On dit en anglais : « set the cat among the pigeons » pour décrire une situation où on fout le bordel en garrochant un élément intrus et adversaire qui va chambouler une situation qui paraissait jusque-là calme. Ici, le chat est le ministre Simon Jolin-Barrette et les pigeons, le cabinet de Justin Trudeau.
Trudeau pris de court
Dans ce nouveau dossier constitutionnel, Justin Trudeau semble pris de court. Pourtant, c’était facile à prévoir. François Legault avait mis cartes sur table avant l’élection de 2018 : il voulait plus de pouvoirs en matière d’immigration, de culture et de langue.
Legault n’allait pas attendre la permission. Il vient de décider qu’il ira chercher plus de pouvoirs en changeant lui-même la Constitution. Ce faisant, Legault vient de prouver à nouveau qu’il est un fin stratège face à un gouvernement de dilettantes à Ottawa.

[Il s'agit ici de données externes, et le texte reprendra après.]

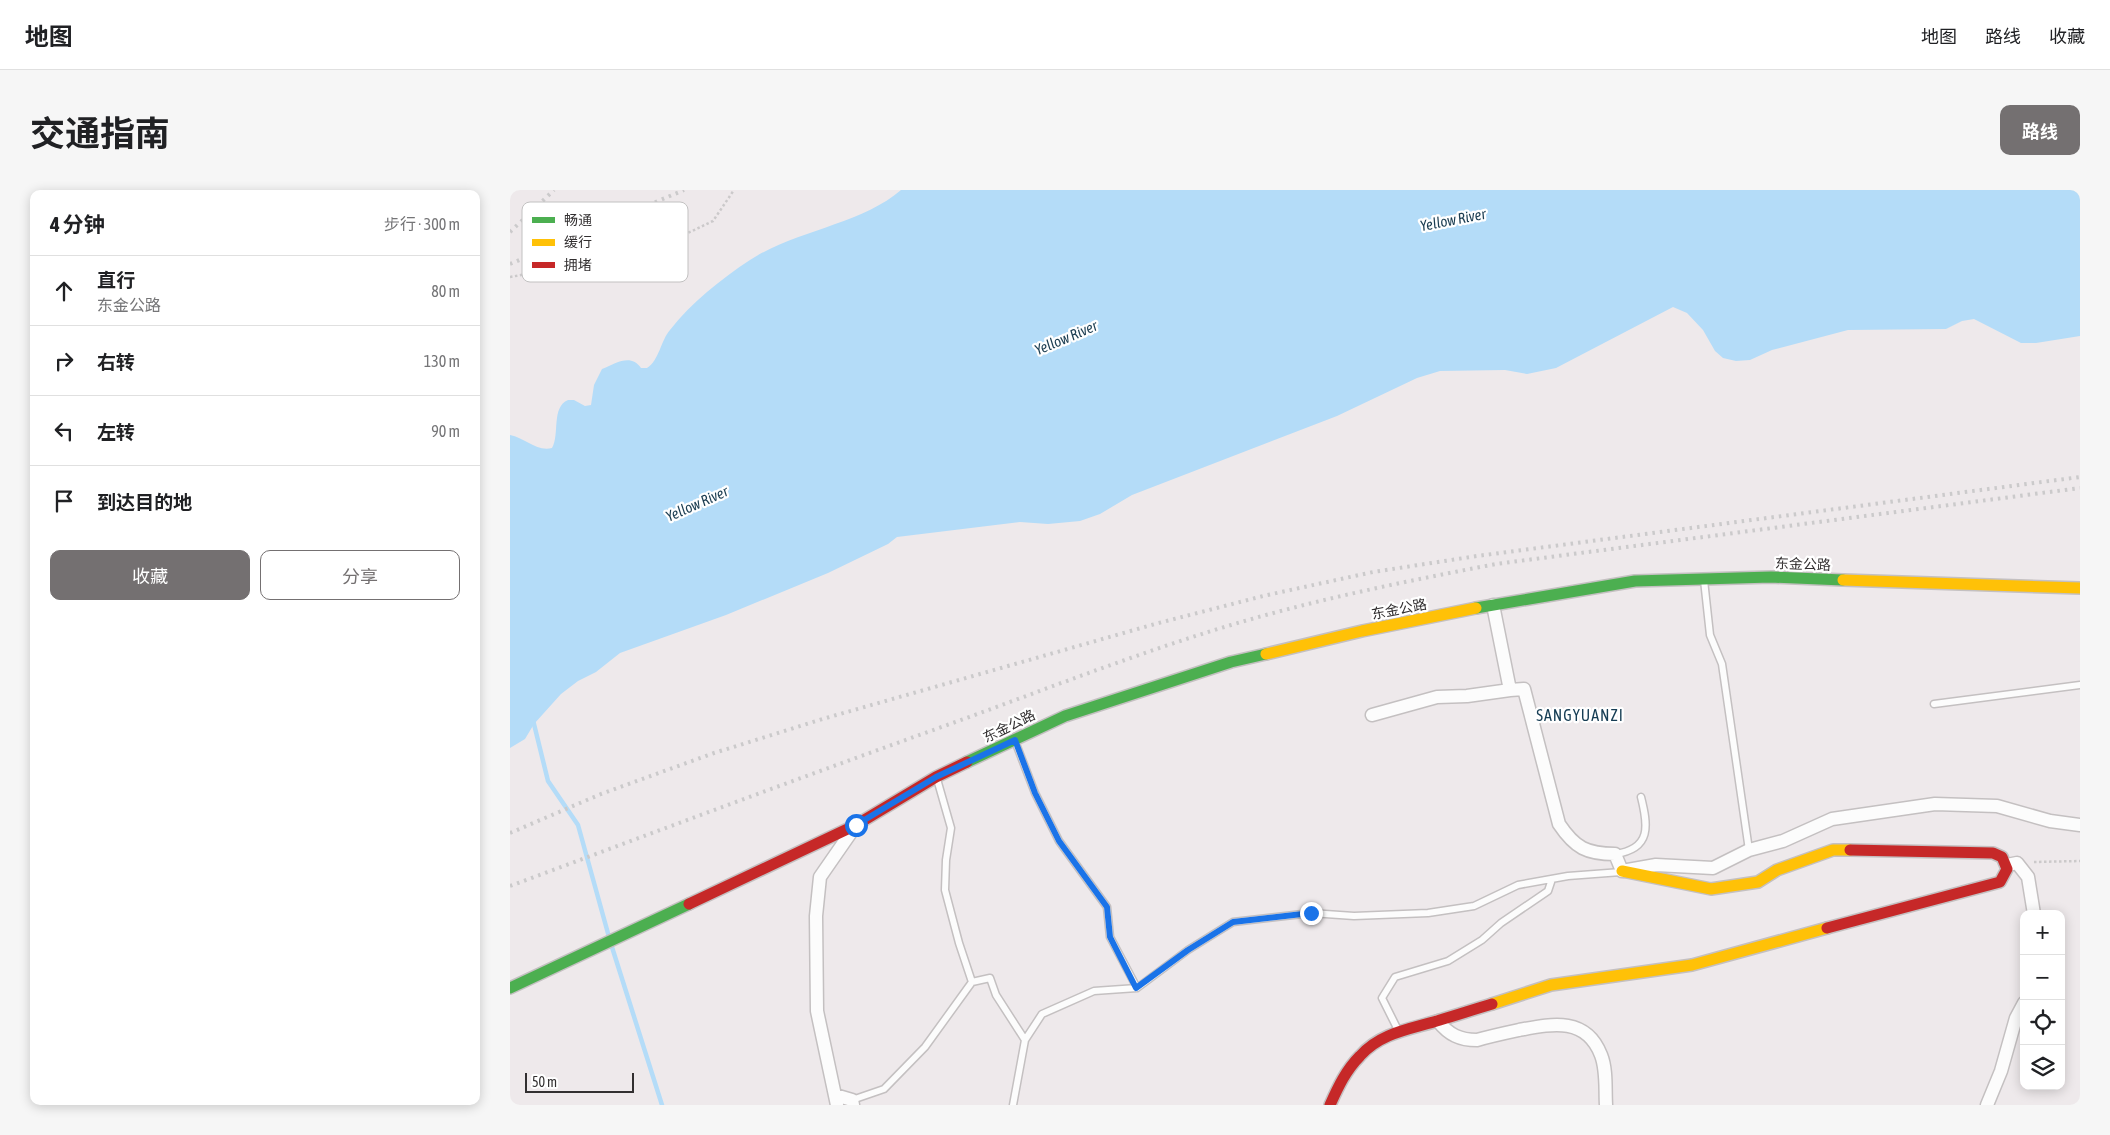 <!DOCTYPE html>
<html lang="zh">
<head>
<meta charset="utf-8">
<style>
	body { margin:0; font-family:"Asap Condensed","Noto Sans SC",sans-serif; background:#f6f6f6; color:#202124 }
	.controls { position:absolute; right:15px; bottom:15px; display:grid; overflow:hidden; border-radius:10px; box-shadow:0 2px 12px #0003 }
	.controls button { width:45px; height:45px; display:grid; place-items:center; padding:0; border:0; border-bottom:1px solid #e0e0e0; background:#fff; color:#202124; font:25px sans-serif }
	.scale { position:absolute; left:15px; bottom:12px; width:109px; box-sizing:border-box; padding-left:5px; border:2px solid #322f30; border-top:0; font-size:14px; line-height:18px; white-space:nowrap; color:#322f30; -webkit-text-stroke:4px #fff; paint-order:stroke }
	.stop { position:absolute; width:15px; height:15px; margin:-11px; border:4px solid #1a73e8; border-radius:50%; background:#fff }
	.stop.end { background:#1a73e8; border-color:#fff; box-shadow:0 1px 5px #0008 }
	.list { margin:0; padding:0; list-style:none }
	h2 { display:flex; justify-content:space-between; align-items:center; height:65px; margin:0; padding:0 20px; font-size:21px }
	h2 small { font-size:16px; font-weight:400; color:#757577 }
	.list li { display:grid; grid-template-columns:32px 1fr auto; gap:15px; align-items:center; box-sizing:border-box; height:70px; padding:0 20px; border-top:1px solid #e0e0e0 }
	.list b { display:block; font-size:19px; white-space:nowrap }
	.list p { margin:0; font-size:16px; white-space:nowrap; color:#757577 }
	.list em { font-size:16px; font-style:normal; color:#757577 }
	.actions { display:flex; gap:10px; padding:15px 20px }
	.actions a { flex:1; padding:11px 0; border:1px solid #747071; border-radius:10px; text-align:center; font-size:18px; color:#747071 }
	.actions .main { background:#747071; color:#fff }
	.icon { flex:none; width:28px; height:28px; fill:none; stroke:currentColor; stroke-width:2; stroke-linecap:round; stroke-linejoin:round }
	.map { position:relative; flex:none; width:1570px; height:915px; overflow:hidden; border-radius:10px }
	header { display:flex; align-items:center; gap:30px; box-sizing:border-box; height:70px; padding:0 25px; background:#fff; border-bottom:1px solid #e0e0e0 }
	header strong { font-size:24px }
	nav { display:flex; gap:28px; margin-inline-start:auto; font-size:18px }
	.intro { display:flex; align-items:center; justify-content:space-between; box-sizing:border-box; height:120px; padding:0 30px }
	h1 { margin:0; font-size:35px }
	.button { padding:12px 22px; border-radius:10px; background:#747071; color:#fff; font-size:18px; font-weight:700 }
	main { display:flex; gap:30px; padding:0 30px }
	aside { flex:1; background:#fff; border-radius:10px; box-shadow:0 2px 12px #0003 }
	.map>svg:first-child { display:block }
	.water { fill:#b4dcf8 }
	.lines { fill:none; stroke-linecap:round; stroke-linejoin:round }
	.stream { stroke:#b4dcf8; stroke-width:4.5 }
	.lane-casing { stroke:#c4c0c1; stroke-width:9 }
	.street-casing { stroke:#c4c0c1; stroke-width:15 }
	.fast-casing { stroke:#c4c0c1; stroke-width:14 }
	.slow-casing { stroke:#c4c0c1; stroke-width:14 }
	.jam-casing { stroke:#c4c0c1; stroke-width:14 }
	.path { stroke:#cbc9ca; stroke-width:2.5; stroke-dasharray:2.5 2.5; stroke-linecap:butt }
	.lane { stroke:#fcfcfc; stroke-width:6 }
	.street { stroke:#fcfcfc; stroke-width:12 }
	.fast { stroke:#4caf50; stroke-width:11 }
	.slow { stroke:#ffc107; stroke-width:11 }
	.jam { stroke:#c62828; stroke-width:11 }
	.rail { stroke:#cbcacb; stroke-width:4; stroke-dasharray:2.5 5; stroke-linecap:butt }
	.route { stroke:#1a73e8; stroke-width:6 }
	.labels { text-anchor:middle; stroke-width:4.5; stroke-linejoin:round; paint-order:stroke }
	.street-label { font-size:14px; fill:#322f30; stroke:#fff }
	.water-label { font-size:15px; font-style:italic; fill:#1b3d51; stroke:#fff }
	.quarter-label { font-size:16px; letter-spacing:1px; fill:#163d54; stroke:#fff }
	.key { fill:#fff; stroke:#c2c1c1; stroke-width:1 }
	.key-label { font-size:14px; fill:#322f30 }
</style>
</head>
<body>
<header>
<strong>地图</strong>
<nav><a>地图</a><a>路线</a><a>收藏</a></nav>
</header>
<div class="intro"><h1>交通指南</h1><a class="button">路线</a></div>
<main>
<aside>
<h2>4 分钟<small>步行 · 300 m</small></h2>
<ul class="list">
<li><svg class="icon" aria-label="ahead" viewBox="0 0 24 24"><path d="M12 20V5M6 11l6-6 6 6"/></svg><div><b>直行</b><p>东金公路</p></div><em>80 m</em></li>
<li><svg class="icon" aria-label="right" viewBox="0 0 24 24"><path d="M7 20v-9h11M14 6l5 5-5 5"/></svg><div><b>右转</b></div><em>130 m</em></li>
<li><svg class="icon" aria-label="left" viewBox="0 0 24 24"><path d="M17 20v-9H6M10 6l-5 5 5 5"/></svg><div><b>左转</b></div><em>90 m</em></li>
<li><svg class="icon" aria-label="arrive" viewBox="0 0 24 24"><path d="M6 21V4h12l-3 4 3 4H6"/></svg><div><b>到达目的地</b></div></li>
</ul>
<div class="actions"><a class="main">收藏</a><a>分享</a></div>
</aside>
<div class="map">
<svg width="1570" height="915" viewBox="0 0 1570 915">
	<rect width="100%" height="100%" fill="#eee9eb"/>
	<!-- water -->
	<path class="water" d="M391,0H1570V146L1526,153H1511L1464,129L1452,131L1436,139L1338,140L1262,160L1240,170L1226,171L1213,168L1205,161L1193,140L1177,123L1163,117L1046,178L1017,184L995,180L930,181L907,188L827,226L622,305L590,324L570,331L538,334L510,332L387,347L378,354L318,383L216,425L110,463L86,482L68,491L51,504L24,534L15,549L0,558V245C15,248 27,262 42,258C50,245 41,217 58,210H64L75,216L81,215L84,195L92,179C106,173 121,163 131,178H137C149,171 151,150 160,140C181,113 211,89 240,70C284,41 352,34 391,0Z"/>
	<g class="lines">
		<!-- stream -->
		<path class="stream" d="M23,530L38,591L68,635L99,747
			M101,754L152,915"/>
		<!-- lane casing -->
		<g class="lane-casing">
			<path id="lane" d="M1194,390L1200,445L1212,474L1239,660
				M1424,514L1570,495
				M505,551L525,603L549,651L597,717L600,747L627,798
				M427,589L441,638L436,670L435,700L449,753L462,792
				M1105,664C1142,659 1138,635 1131,607
				M888,840L872,808L885,787L938,771L972,750L991,733L1038,701L1042,689
				M342,910L374,899L415,857L462,792L480,788L486,805L515,850
				M503,915L515,850L532,824L584,801L627,798L678,760L723,732L801,723L844,726L918,723L964,716L1008,695L1058,686L1111,682"/>
		</g>
		<!-- street casing -->
		<g class="street-casing">
			<path id="street" d="M983,415L1000,500L1014,499L1049,634C1065,658 1077,664 1105,664L1112,681L1146,675L1203,678L1239,660L1273,651L1322,629L1425,614L1487,616L1540,631L1570,635
				M862,525L927,507L957,506L1000,500
				M1497,675L1507,673L1518,687L1524,724
				M928,831C939,845 950,850 967,850C981,846 995,843 1009,840C1041,834 1076,826 1091,865C1097,880 1095,899 1096,915
				M325,905L342,910L343,915
				M327,915L307,821L306,726L310,687L344,638
				M1477,915L1491,881L1506,828L1514,813"/>
		</g>
		<!-- fast casing -->
		<g class="fast-casing">
			<path id="fast" d="M966,418L1125,391L1261,387L1333,390
				M457,572L555,526L721,472L756,464
				M0,798L179,714"/>
		</g>
		<!-- slow casing -->
		<g class="slow-casing">
			<path id="slow" d="M1333,390L1570,398
				M756,464L852,441L966,418
				M1112,681L1201,699L1248,692L1267,680L1323,660H1340
				M982,814L1041,795L1182,775L1317,738"/>
		</g>
		<!-- jam casing -->
		<g class="jam-casing">
			<path id="jam" d="M179,714L346,635L426,587L457,572
				M1317,738L1490,692L1497,679L1492,667L1483,663L1340,660
				M820,915C828,897 836,880 850,866C871,842 902,839 930,830C947,825 965,819 982,814"/>
		</g>
		<!-- path -->
		<path class="path" d="M0,87L138,62L203,31L224,0
			M1524,672L1570,671"/>
		<!-- lane -->
		<use href="#lane" class="lane"/>
		<!-- street -->
		<use href="#street" class="street"/>
		<!-- fast -->
		<use href="#fast" class="fast"/>
		<!-- slow -->
		<use href="#slow" class="slow"/>
		<!-- jam -->
		<use href="#jam" class="jam"/>
		<!-- rail -->
		<path class="rail" d="M0,42L44,0
			M0,74L174,0
			M0,643L91,604L204,563L316,528L645,434L753,406L863,382L967,366L1570,287
			M0,696C142,643 284,590 426,539C524,504 621,465 721,435C808,409 897,391 986,374L1570,298"/>
	</g>
	<g class="lines">
		<!-- route -->
		<path class="route" d="M346,635L426,587L505,550L525,603L549,651L597,717L600,747L626,798L678,760L723,732L801,723"/>
	</g>
	<g class="labels">
		<!-- street labels -->
		<g class="street-label">
			<text transform="translate(1293 374) rotate(2)" y="5">东金公路</text>
			<text transform="translate(889 419) rotate(-11)" y="5">东金公路</text>
			<text transform="translate(499 536) rotate(-26)" y="5">东金公路</text>
		</g>
		<!-- water labels -->
		<g class="water-label">
			<text transform="translate(943 30) rotate(-11)" y="5">Yellow River</text>
			<text transform="translate(556 148) rotate(-23)" y="5">Yellow River</text>
			<text transform="translate(187 314) rotate(-24)" y="5">Yellow River</text>
		</g>
		<!-- quarter labels -->
		<g class="quarter-label">
			<text x="1070" y="531">SANGYUANZI</text>
		</g>
	</g>
	<!-- legend -->
	<rect x="12" y="12" width="166" height="80" rx="8" class="key"/>
	<rect x="22" y="27" width="23" height="6" fill="#4caf50"/>
	<rect x="22" y="49" width="23" height="7" fill="#ffc107"/>
	<rect x="22" y="72" width="23" height="6" fill="#c62828"/>
	<g class="key-label">
		<text x="54" y="35">畅通</text>
		<text x="54" y="57">缓行</text>
		<text x="54" y="80">拥堵</text>
	</g>
</svg>
<div class="controls">
<button>+</button>
<button>−</button>
<button><svg class="icon" aria-label="locate" viewBox="0 0 24 24"><circle cx="12" cy="12" r="6"/><path d="M12 2v4M12 18v4M2 12h4M18 12h4"/></svg></button>
<button><svg class="icon" aria-label="layers" viewBox="0 0 24 24"><path d="M12 4l9 5-9 5-9-5zM3 14l9 5 9-5"/></svg></button>
</div>
<div class="scale">50 m</div>
<div class="stop" style="left:346px;top:635px"></div>
<div class="stop end" style="left:801px;top:723px"></div>
</div>
</main>
</body>
</html>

Le Bloc a déjà annoncé son intention de présenter une motion d’opposition pour forcer Trudeau et son caucus à voter en faveur de la loi 96. Ça risque de provoquer des flammèches, car autant des députés anglophones du Québec s’inquiètent, avec raison, au chapitre des droits linguistiques, autant des députés de l’Ouest canadien lorgnent avec intérêt cette nouvelle possibilité de changer la Constitution à leur façon.
Bouchard a réussi
Chacun sa Constitution, quoi ! Mais, en fait, c’est plus qu’une boutade, car c’est le fondement de l’argumentaire de la CAQ : une province peut modifier unilatéralement la Constitution canadienne si c’est pour changer sa propre Constitution ; et c’est elle qui décide ce qui est sa propre Constitution.
Lorsque Lucien Bouchard a proposé un changement constitutionnel pour remplacer nos commissions scolaires protestantes et catholiques par des établissements anglophones et francophones, il a réussi en ayant recours à l’article 43 de la Constitution de 1982, qui exige une motion de la Chambre des communes et du Sénat.
Legault prétend qu’il n’a pas besoin de faire ça, car il modifie juste la « Constitution du Québec » et donc, il peut utiliser un autre article, l’article 45, et procéder unilatéralement.
En fait, changer le nom de la législature du Québec en « Assemblée nationale » ou se débarrasser de notre « Sénat », c’est changer la Constitution du Québec. S’il s’agit de droits linguistiques, c’est l’article 43 qui doit être suivi, comme Bouchard l’a fait. Mais là où Bouchard avait besoin de la modification, Legault semble vouloir prouver son point, peu importe comment.
La langue de la justice
C’est effectivement au chapitre de la langue de la justice et des lois que ça va se corser. Tant ici, au Québec, qu’au Manitoba, les lois doivent être votées dans les deux langues, les procédures parlementaires sont bilingues et les citoyens ont un droit constitutionnel d’avoir recours aux tribunaux dans les deux langues.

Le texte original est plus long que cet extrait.